In answer to the original question I think there is a case that can be made for a "methalox everywhere" architecture. But the original question limited that to both (or all) stages of a launch vehicle. That seems to me a less interesting question.ISTM "methalox everywhere" works only in the context of in-situ (or in space) propellant production (ISPP). And it presupposes that something with readily available carbon atoms (CO or CO2, for example) will be available everywhere that e.g. readily available hydrogen in the form of H2O is available.
Quote from: Nilof on 02/14/2016 09:22 pmTo accelerate a given payload to a given delta-v, the methane stage will be more compact and have a lower dry mass.If we assume ambitious numbers for both hydrolox (470s isp, 90% prop. mass fraction) and methalox (380s isp, 93% pmf), hydrolox stages have a lower dry mass from 5.6km/s upwards.
A point of trivia the Vulcan ACES PF is 96%
In a highly reused in-space system almost all costs are the purchase of the prop
More like 95% for methalox if hydrolox is 90%.
You get higher T/W ratio for the engine due to using hydrocarbon and you can fit twice as much propellant in, so it comes out close to being twice as good for mass ratio.
...Quote from: Robotbeat on 02/16/2016 12:19 amMore like 95% for methalox if hydrolox is 90%.Is that speculation or do you have a source? I got my numbers from the Soyuz 5 thread.
Quote from: Robotbeat on 02/16/2016 12:19 amYou get higher T/W ratio for the engine due to using hydrocarbon and you can fit twice as much propellant in, so it comes out close to being twice as good for mass ratio.It's not that simple.
That's not a better source.
but you're quite close if you just use a factor of 2.
Quote from: Robotbeat on 02/16/2016 02:09 amThat's not a better source.A better source than what? You have not even given one.Quote from: Robotbeat on 02/16/2016 12:19 ambut you're quite close if you just use a factor of 2."quite close" is not good enough.
Quote from: oldAtlas_Eguy on 02/15/2016 08:49 pmA point of trivia the Vulcan ACES PF is 96%No way.
Ive explained my reasoning in sufficient detail and provided a link to supporting analysis (if you want, I can point to the pressure vessel equation, but it just says vessel dry mass is proportional to volume). You haven't supplied a link or explained reasoning in any detail. The ball is in your court.
Centuar is 90% with IVF expected to increase that to low 90s. So 96% for ACES may not be far off the mark.
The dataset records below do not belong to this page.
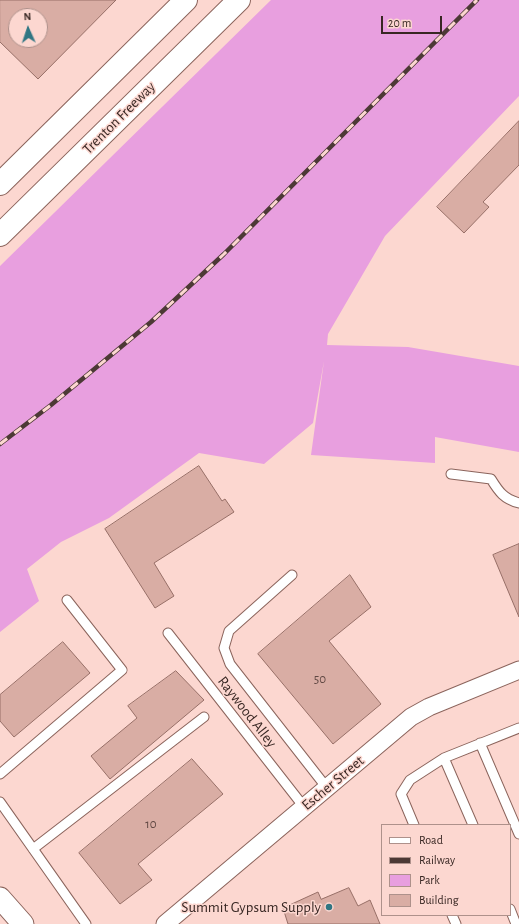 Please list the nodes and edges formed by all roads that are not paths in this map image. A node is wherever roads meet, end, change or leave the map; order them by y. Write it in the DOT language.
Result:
graph roads {
  1 [pos="186,0"];
  2 [pos="239,0"];
  3 [pos="0,184"];
  4 [pos="0,235"];
  5 [pos="451,474"];
  6 [pos="519,503"];
  7 [pos="292,575"];
  8 [pos="67,600"];
  9 [pos="168,634"];
  10 [pos="519,670"];
  11 [pos="204,717"];
  12 [pos="519,728"];
  13 [pos="480,743"];
  14 [pos="444,758"];
  15 [pos="0,774"];
  16 [pos="327,788"];
  17 [pos="0,802"];
  18 [pos="304,807"];
  19 [pos="414,824"];
  20 [pos="473,824"];
  21 [pos="519,834"];
  22 [pos="33,849"];
  23 [pos="0,898"];
  24 [pos="511,912"];
  25 [pos="23,924"];
  26 [pos="86,924"];
  27 [pos="165,924"];
  28 [pos="516,924"];
  1 -- 3 [label="highway"];
  2 -- 4 [label="highway, Trenton Freeway"];
  5 -- 6 [label="lane"];
  7 -- 16 [label="lane"];
  8 -- 15 [label="lane"];
  9 -- 18 [label="lane, Raywood Alley"];
  10 -- 16 [label="street, Escher Street"];
  11 -- 22 [label="lane"];
  12 -- 13 [label="lane"];
  13 -- 14 [label="lane"];
  13 -- 21 [label="lane"];
  14 -- 19 [label="lane"];
  14 -- 20 [label="lane"];
  16 -- 18 [label="street, Escher Street"];
  17 -- 22 [label="lane"];
  18 -- 27 [label="street, Escher Street"];
  22 -- 26 [label="lane"];
  23 -- 25 [label="street"];
  24 -- 28 [label="lane"];
}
Quote from: Robotbeat on 02/16/2016 07:44 pmIve explained my reasoning in sufficient detail and provided a link to supporting analysis (if you want, I can point to the pressure vessel equation, but it just says vessel dry mass is proportional to volume). You haven't supplied a link or explained reasoning in any detail. The ball is in your court.First, my numbers come from this post, which is a methalox rocket design from actual Russian engineers. The upper stage has a pmf of 92%, but I was nice and picked the pmf of the first stage which is 93% (both rounded)....
What they [Arianespace] don't have is the culture of a SpaceX, which allows them to change the ways to adapt quickly with what might be heretical approaches that challenge technology base and heritage - because evolving a hydrolox propulsion system to a less expensive, modular launch architecture (possibly reusable) requires addressing massive changes of esoteric nature with a KISS approach that can be replicated with lowest labor costs, in an environment that is motived by entirely the opposite mindset.
Kerolox and methalox launchers with a single engine type make for the most economical LV - this simply won't go away. Forget for the moment the reusability aspect - just from the standpoint of supporting reliable production through the smallest footprint, approaches like this win at the budget level, but compromise at the launch vehicle performance level. If you can't accept the performance compromise(including flying multiple launch missions) then one must accept the burden of 10x budget (or more) for what it takes for optimal propulsion.
This is the thinking behind Mars direct, but it is also applicable to the lunar poles since LCROSS found out that the ice in dark lunar craters contains more CO than H2O.